Our freshman year of high school, Frances and I were accepted into the New World School of the Arts in Miami. It’s an elite public high school dedicated to the performing arts. Our family relocated from Orlando to Miami so we could pursue our dreams. That was the game changer that put us on the path toward a career in dance.
Q: And from Miami to Purchase?
A: If you want to be a dancer you have to go to New York! We wanted to be near New York City and get our college degrees, so we chose State University of New York-Purchase College, which has one of the best dance programs in the country and offered us great scholarships.
Purchase College is where Frances met her now husband, Ted Thomas, who danced professionally for many years with Paul Taylor and other renowned companies. Today, Ted is a key part of running New England Academy of Dance along with Frances and myself. We remain close with the dance faculty at Purchase and bring them in to teach master classes at the Academy and advise us on our productions.
Q: How was your experience with the Dance Theater of Harlem?
A: After graduating from Purchase, I moved to New York City to audition for dance companies and eventually made it into Dance Theater of Harlem, which at the time was one of the premiere ballet companies in New York. My time there was magical and unforgettable. I loved being onstage and traveling around the world with a group of exceptional artists.

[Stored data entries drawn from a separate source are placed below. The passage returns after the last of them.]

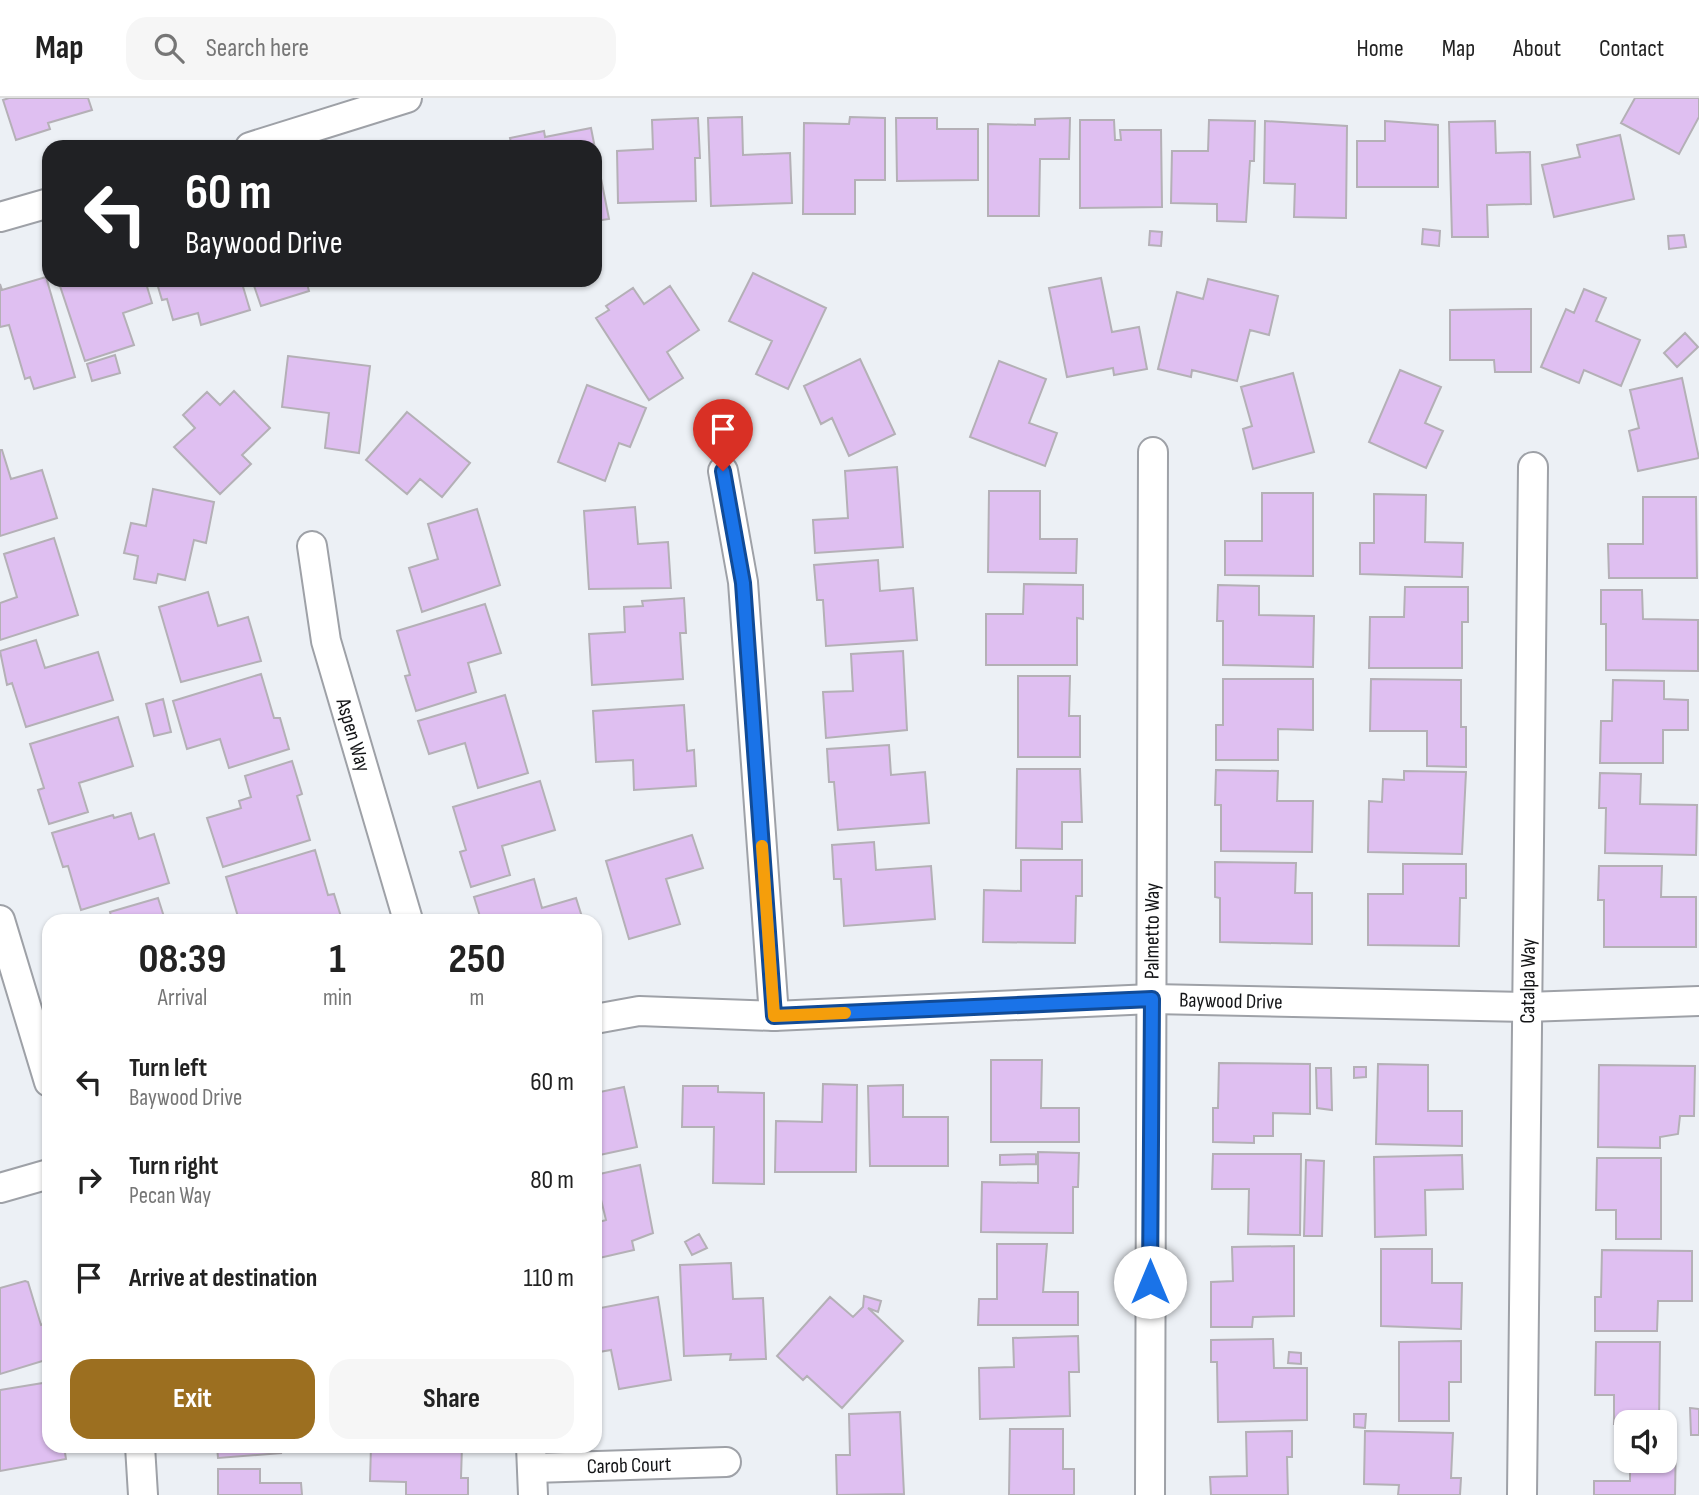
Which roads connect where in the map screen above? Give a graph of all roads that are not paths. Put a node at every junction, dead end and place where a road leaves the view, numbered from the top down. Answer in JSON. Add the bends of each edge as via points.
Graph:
{"nodes":[{"id":1,"x":407,"y":98,"type":"edge"},
{"id":2,"x":272,"y":140,"type":"edge"},
{"id":3,"x":42,"y":205,"type":"edge"},
{"id":4,"x":0,"y":217,"type":"edge"},
{"id":5,"x":1153,"y":452,"type":"dead end"},
{"id":6,"x":1533,"y":467,"type":"dead end"},
{"id":7,"x":723,"y":471,"type":"dead end"},
{"id":8,"x":312,"y":546,"type":"dead end"},
{"id":9,"x":406,"y":914,"type":"edge"},
{"id":10,"x":0,"y":920,"type":"edge"},
{"id":11,"x":1152,"y":999,"type":"junction"},
{"id":12,"x":1699,"y":1001,"type":"edge"},
{"id":13,"x":1526,"y":1007,"type":"junction"},
{"id":14,"x":774,"y":1016,"type":"junction"},
{"id":15,"x":602,"y":1018,"type":"edge"},
{"id":16,"x":42,"y":1059,"type":"edge"},
{"id":17,"x":42,"y":1176,"type":"edge"},
{"id":18,"x":0,"y":1188,"type":"edge"},
{"id":19,"x":140,"y":1453,"type":"edge"},
{"id":20,"x":726,"y":1462,"type":"dead end"},
{"id":21,"x":532,"y":1469,"type":"edge"},
{"id":22,"x":143,"y":1495,"type":"edge"},
{"id":23,"x":1150,"y":1495,"type":"edge"},
{"id":24,"x":1522,"y":1495,"type":"edge"}],
"edges":[{"from":1,"to":2,"type":"street"},
{"from":3,"to":4,"type":"street"},
{"from":5,"to":11,"type":"street","name":"Palmetto Way"},
{"from":6,"to":13,"type":"street","name":"Catalpa Way"},
{"from":7,"to":14,"type":"street","via":[[743,583]]},
{"from":8,"to":9,"type":"street","name":"Aspen Way","via":[[326,641]]},
{"from":10,"to":16,"type":"street"},
{"from":11,"to":13,"type":"street","name":"Baywood Drive"},
{"from":11,"to":14,"type":"street","name":"Baywood Drive"},
{"from":11,"to":23,"type":"street","name":"Palmetto Way"},
{"from":12,"to":13,"type":"street","name":"Baywood Drive"},
{"from":13,"to":24,"type":"street","name":"Catalpa Way"},
{"from":14,"to":15,"type":"street","name":"Baywood Drive","via":[[639,1011]]},
{"from":17,"to":18,"type":"street"},
{"from":19,"to":22,"type":"street"},
{"from":20,"to":21,"type":"street","name":"Carob Court"}]}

Dance Theater of Harlem is a largely African American and Hispanic company, which was unusual in the country at that time. I personally had been involved with other ballet programs where they told me my skin was too dark to be a ballerina, so for me, the celebration of cultural and ethnic diversity at Dance Theater of Harlem was very special.

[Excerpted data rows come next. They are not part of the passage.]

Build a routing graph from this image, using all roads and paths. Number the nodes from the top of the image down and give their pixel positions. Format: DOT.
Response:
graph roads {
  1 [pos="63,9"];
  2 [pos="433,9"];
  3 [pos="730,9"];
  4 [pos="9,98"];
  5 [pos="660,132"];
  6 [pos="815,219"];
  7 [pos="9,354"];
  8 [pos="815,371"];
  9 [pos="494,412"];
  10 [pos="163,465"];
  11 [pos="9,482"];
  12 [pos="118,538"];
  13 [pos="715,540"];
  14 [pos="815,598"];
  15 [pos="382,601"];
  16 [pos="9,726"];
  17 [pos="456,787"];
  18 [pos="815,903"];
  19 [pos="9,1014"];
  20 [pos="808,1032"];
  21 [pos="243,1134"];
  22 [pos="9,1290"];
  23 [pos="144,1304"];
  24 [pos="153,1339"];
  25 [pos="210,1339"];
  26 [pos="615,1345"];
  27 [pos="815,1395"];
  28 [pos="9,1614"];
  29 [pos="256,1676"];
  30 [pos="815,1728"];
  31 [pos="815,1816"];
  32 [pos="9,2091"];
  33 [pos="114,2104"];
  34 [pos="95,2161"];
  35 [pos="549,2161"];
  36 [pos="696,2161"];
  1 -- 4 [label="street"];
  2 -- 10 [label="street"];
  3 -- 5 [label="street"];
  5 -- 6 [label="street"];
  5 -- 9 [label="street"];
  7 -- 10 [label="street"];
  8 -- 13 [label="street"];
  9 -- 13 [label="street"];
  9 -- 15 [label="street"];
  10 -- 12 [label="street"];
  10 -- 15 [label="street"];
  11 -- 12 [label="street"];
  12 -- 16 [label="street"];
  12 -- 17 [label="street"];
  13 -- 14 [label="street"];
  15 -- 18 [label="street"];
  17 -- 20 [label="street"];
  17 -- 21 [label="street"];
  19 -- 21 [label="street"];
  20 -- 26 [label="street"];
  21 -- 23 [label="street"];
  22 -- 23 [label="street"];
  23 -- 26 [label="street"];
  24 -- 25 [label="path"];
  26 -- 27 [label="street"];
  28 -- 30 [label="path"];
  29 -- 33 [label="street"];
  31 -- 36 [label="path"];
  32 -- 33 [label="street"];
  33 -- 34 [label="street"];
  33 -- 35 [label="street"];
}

These days people forget that Misty Copeland is not the first great black ballerina - there were many more before her, and I had the pleasure of dancing alongside them!
Q: How did you come across the New England Academy of Dance?
A: Around 1996, while I was dancing with Dance Theater of Harlem, I was hired to perform leading roles in the New England Academy of Dance Nutcracker in New Canaan. The local school had been run for nearly 30 years by Doris Driver. I still remember taking the train from New York City to New Canaan and seeing the town for the first time. It seemed like something out of a magical New England fairy tale!
Doris soon hired me part-time as an instructor to teach ballet classes. Meanwhile, Frances and Ted completed master’s degrees in Dance Education at New York University, and they began coming up to New Canaan to teach as well as perform.
Doris Driver’s dream was always to bring extraordinary, New York City-level dance training to New Canaan. We worked closely with her to develop a high-end program and were able to double the number of students within a few years. When she was ready to retire, in 2003, we became the owners of the school and are honored to carry on the legacy that she created in this community.
Q: What has been the most unique experience for you?
A: As a little girl in Puerto Rico I dreamed of performing the great ballets on grand stages around the World. But I also dreamed of being a teacher and inspiring others. I often can’t believe how fortunate I’ve been to achieve both!
Dancing George Balanchine’s Serenade at the Kennedy Center is a moment I’ll never forget. But I get just as much joy and satisfaction almost every day from teaching at our school. It gives me a profound sense of purpose to know that I’m making a difference in young people’s lives.
Q: Lastly, what does dance mean to you?
A: Dance is one of the great art forms, with the ability to inspire and bring imagination to life. For me personally, it has been a vehicle to become my best self. Through hard work, discipline, and personal expression, dance gives us an artistic voice and a way to explore our personal limits.
We believe passionately that the arts should be available to everybody! Our non-profit organization, New England Dance Theater, accepts donations toward our scholarship fund and other community outreach programs.